DATA SHOWN —
----
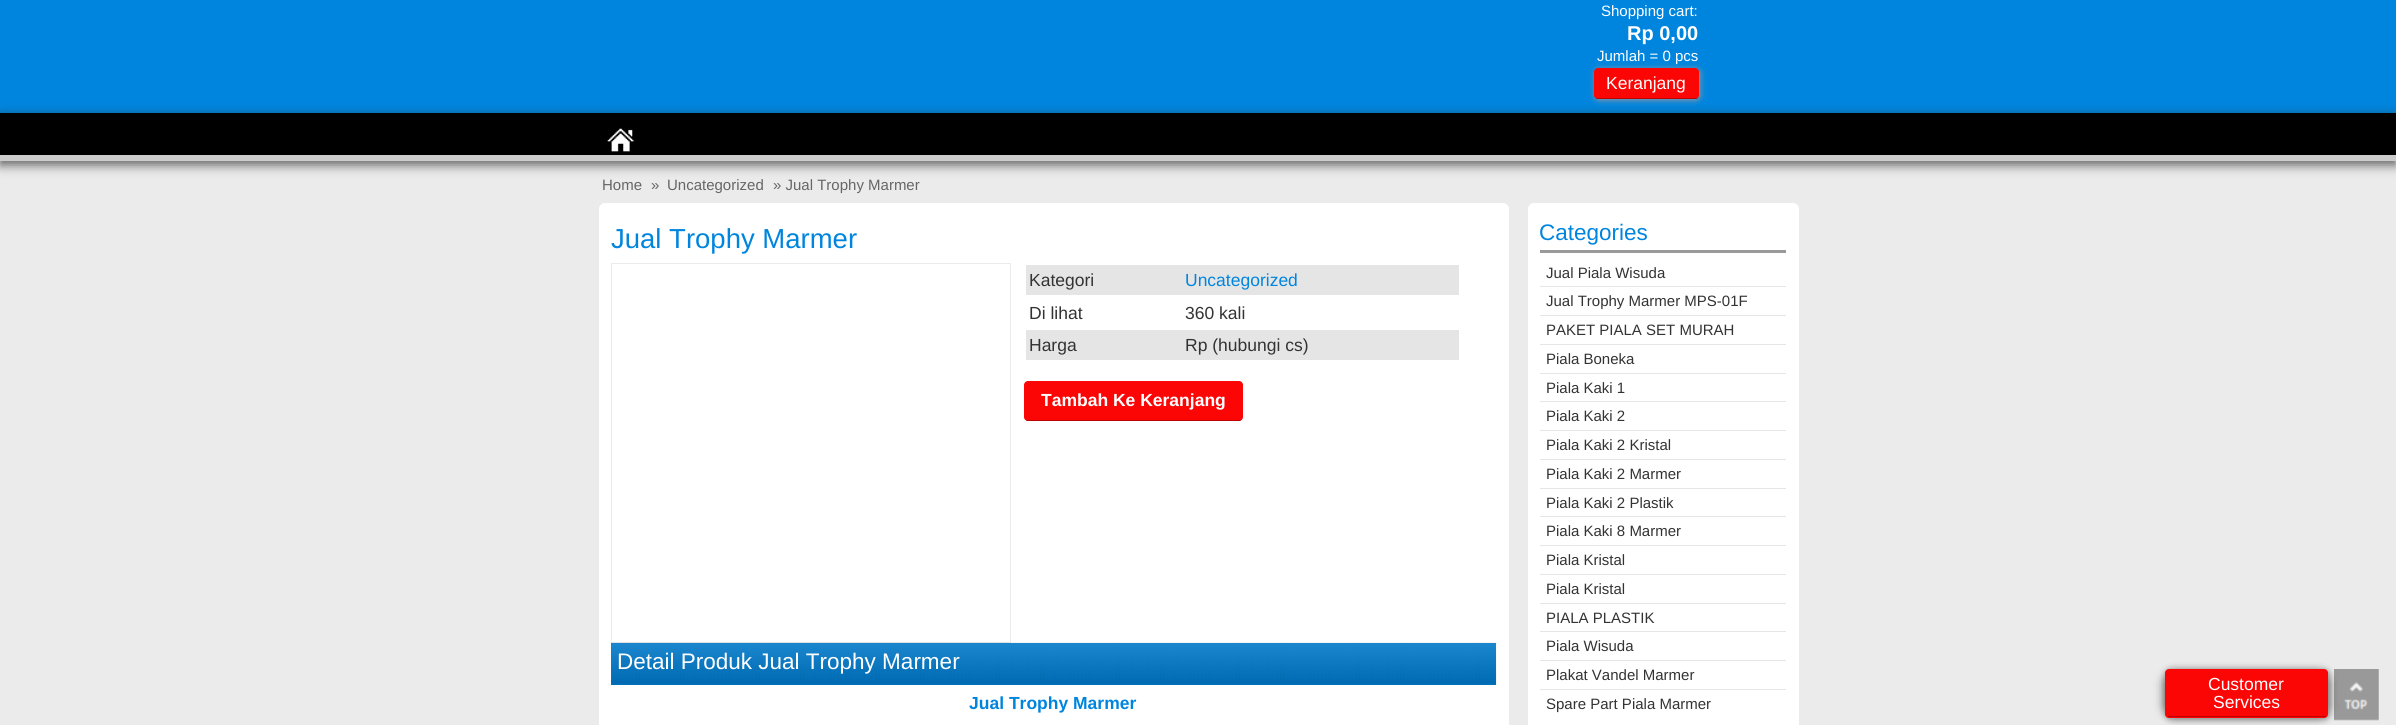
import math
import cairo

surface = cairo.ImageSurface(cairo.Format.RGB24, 2396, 725)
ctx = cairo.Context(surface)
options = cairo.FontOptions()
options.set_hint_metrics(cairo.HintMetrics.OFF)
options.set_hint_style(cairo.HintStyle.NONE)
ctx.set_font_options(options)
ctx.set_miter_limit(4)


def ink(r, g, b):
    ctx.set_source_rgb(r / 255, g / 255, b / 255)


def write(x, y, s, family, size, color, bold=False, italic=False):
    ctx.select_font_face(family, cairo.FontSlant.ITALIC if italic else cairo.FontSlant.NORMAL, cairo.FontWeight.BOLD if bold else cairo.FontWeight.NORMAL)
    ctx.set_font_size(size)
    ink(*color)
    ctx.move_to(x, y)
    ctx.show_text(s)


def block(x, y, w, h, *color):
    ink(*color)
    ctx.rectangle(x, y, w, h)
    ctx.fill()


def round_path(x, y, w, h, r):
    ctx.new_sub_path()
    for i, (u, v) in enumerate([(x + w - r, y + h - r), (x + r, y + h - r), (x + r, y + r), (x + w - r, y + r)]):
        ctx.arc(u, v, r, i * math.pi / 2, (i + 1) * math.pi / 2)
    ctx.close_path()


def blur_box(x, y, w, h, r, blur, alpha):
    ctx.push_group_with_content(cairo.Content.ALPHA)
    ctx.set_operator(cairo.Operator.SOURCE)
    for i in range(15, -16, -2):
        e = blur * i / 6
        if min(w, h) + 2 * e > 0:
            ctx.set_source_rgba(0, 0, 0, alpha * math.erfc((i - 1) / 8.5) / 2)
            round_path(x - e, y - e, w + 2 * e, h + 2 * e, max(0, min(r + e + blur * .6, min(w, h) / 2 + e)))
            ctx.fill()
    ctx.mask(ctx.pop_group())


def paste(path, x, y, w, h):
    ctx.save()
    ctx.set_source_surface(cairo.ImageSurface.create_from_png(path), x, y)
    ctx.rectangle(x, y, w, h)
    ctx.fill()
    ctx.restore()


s1 = dict(family="Liberation Sans", size=15, color=(255, 255, 255))
s2 = dict(family="Liberation Sans", size=20, color=(255, 255, 255), bold=True)
s3 = dict(family="Liberation Sans", size=17.5, color=(255, 255, 255))
s4 = dict(family="Liberation Sans", size=15, color=(102, 102, 102))
s5 = dict(family="Liberation Sans", size=27.5, color=(0, 133, 222))
s6 = dict(family="Liberation Sans", size=17.5, color=(51, 51, 51))
s7 = dict(family="Liberation Sans", size=17.5, color=(0, 133, 222))
s8 = dict(family="Liberation Sans", size=17.5, color=(255, 255, 255), bold=True)
s9 = dict(family="Liberation Sans", size=22.5, color=(255, 255, 255))
s10 = dict(family="Liberation Sans", size=17.5, color=(0, 133, 222), bold=True)
s11 = dict(family="Liberation Sans", size=22.5, color=(0, 133, 222))
s12 = dict(family="Liberation Sans", size=15, color=(51, 51, 51))

ink(235, 235, 235)
ctx.paint()
block(0, 0, 2396, 113, 0, 133, 222)
write(1601, 16, "Shopping cart:", **s1)
write(1627, 40, "Rp 0,00", **s2)
write(1597, 61, "Jumlah = 0 pcs", **s1)
ink(153, 153, 153)
blur_box(1595, 69, 105, 31, 4, 3, 1)
ink(50, 50, 50)
blur_box(0, 116, 2396, 49, 0, 5.5, 0.75)
ink(252, 5, 5)
round_path(1594, 68, 105, 31, 4)
ctx.fill()
ctx.set_source_rgba(0, 0, 0, 0.25)
ctx.rectangle(1596, 98, 102, 1)
ctx.fill()
write(1606, 89, "Keranjang", **s3)
block(0, 113, 2396, 42, 0, 0, 0)
block(0, 155, 2396, 6, 204, 204, 204)
paste("pic1.png", 607, 128, 27, 24)
write(602, 190, "Home", **s4)
write(651, 190, "»", **s4)
write(667, 190, "Uncategorized", **s4)
write(773, 190, "» Jual Trophy Marmer", **s4)
ink(255, 255, 255)
round_path(599, 203, 910, 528, 6)
ctx.fill()
write(611, 248, "Jual Trophy Marmer", **s5)
ctx.rectangle(611.5, 263.5, 399, 379)
ink(235, 235, 235)
ctx.set_line_width(1)
ctx.stroke()
block(1026, 265, 433, 30, 229, 229, 229)
write(1029, 286, "Kategori", **s6)
write(1185, 286, "Uncategorized", **s7)
write(1029, 319, "Di lihat", **s6)
write(1185, 319, "360 kali", **s6)
block(1026, 330, 433, 30, 229, 229, 229)
write(1029, 351, "Harga", **s6)
write(1185, 351, "Rp (hubungi cs)", **s6)
ink(252, 5, 5)
round_path(1024, 381, 219, 40, 4)
ctx.fill()
ctx.set_source_rgba(0, 0, 0, 0.25)
ctx.rectangle(1026, 420, 215, 1)
ctx.fill()
write(1041, 406, "Tambah Ke Keranjang", **s8)
block(611, 643, 885, 42, 0, 133, 222)
paste("pic2.png", 611, 642, 886, 43)
write(617, 669, "Detail Produk Jual Trophy Marmer", **s9)
write(969, 709, "Jual Trophy Marmer", **s10)
ink(255, 255, 255)
round_path(1528, 203, 271, 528, 6)
ctx.fill()
block(1540, 250, 246, 3, 153, 153, 153)
write(1539, 240, "Categories", **s11)
block(1540, 286, 246, 1, 230, 230, 230)
write(1546, 278, "Jual Piala Wisuda", **s12)
block(1540, 315, 246, 1, 230, 230, 230)
write(1546, 306, "Jual Trophy Marmer MPS-01F", **s12)
block(1540, 344, 246, 1, 230, 230, 230)
write(1546, 335, "PAKET PIALA SET MURAH", **s12)
block(1540, 373, 246, 1, 230, 230, 230)
write(1546, 364, "Piala Boneka", **s12)
block(1540, 401, 246, 1, 230, 230, 230)
write(1546, 393, "Piala Kaki 1", **s12)
block(1540, 430, 246, 1, 230, 230, 230)
write(1546, 421, "Piala Kaki 2", **s12)
block(1540, 459, 246, 1, 230, 230, 230)
write(1546, 450, "Piala Kaki 2 Kristal", **s12)
block(1540, 488, 246, 1, 230, 230, 230)
write(1546, 479, "Piala Kaki 2 Marmer", **s12)
block(1540, 516, 246, 1, 230, 230, 230)
write(1546, 508, "Piala Kaki 2 Plastik", **s12)
block(1540, 545, 246, 1, 230, 230, 230)
write(1546, 536, "Piala Kaki 8 Marmer", **s12)
block(1540, 574, 246, 1, 230, 230, 230)
write(1546, 565, "Piala Kristal", **s12)
block(1540, 603, 246, 1, 230, 230, 230)
write(1546, 594, "Piala Kristal", **s12)
block(1540, 631, 246, 1, 230, 230, 230)
write(1546, 623, "PIALA PLASTIK", **s12)
block(1540, 660, 246, 1, 230, 230, 230)
write(1546, 651, "Piala Wisuda", **s12)
block(1540, 689, 246, 1, 230, 230, 230)
write(1546, 680, "Plakat Vandel Marmer", **s12)
write(1546, 709, "Spare Part Piala Marmer", **s12)
paste("pic3.png", 2334, 669, 45, 52)
ink(50, 50, 50)
blur_box(2165, 673, 163, 43, 10, 5, 1)
ink(153, 153, 153)
blur_box(2166, 670, 163, 49, 4, 3, 1)
ink(252, 5, 5)
round_path(2165, 669, 163, 49, 4)
ctx.fill()
block(2168, 716, 158, 1, 189, 4, 4)
write(2208, 690, "Customer", **s3)
write(2213, 708, "Services", **s3)
surface.write_to_png("screenshot.png")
----
Output only an exact transcription of the lines above from the one with "ctx.set_source_rgba(0, 0, 0, alpha" up to and including the one with "ctx.restore()".

RESPONSE TO THIS TASK —
            ctx.set_source_rgba(0, 0, 0, alpha * math.erfc((i - 1) / 8.5) / 2)
            round_path(x - e, y - e, w + 2 * e, h + 2 * e, max(0, min(r + e + blur * .6, min(w, h) / 2 + e)))
            ctx.fill()
    ctx.mask(ctx.pop_group())


def paste(path, x, y, w, h):
    ctx.save()
    ctx.set_source_surface(cairo.ImageSurface.create_from_png(path), x, y)
    ctx.rectangle(x, y, w, h)
    ctx.fill()
    ctx.restore()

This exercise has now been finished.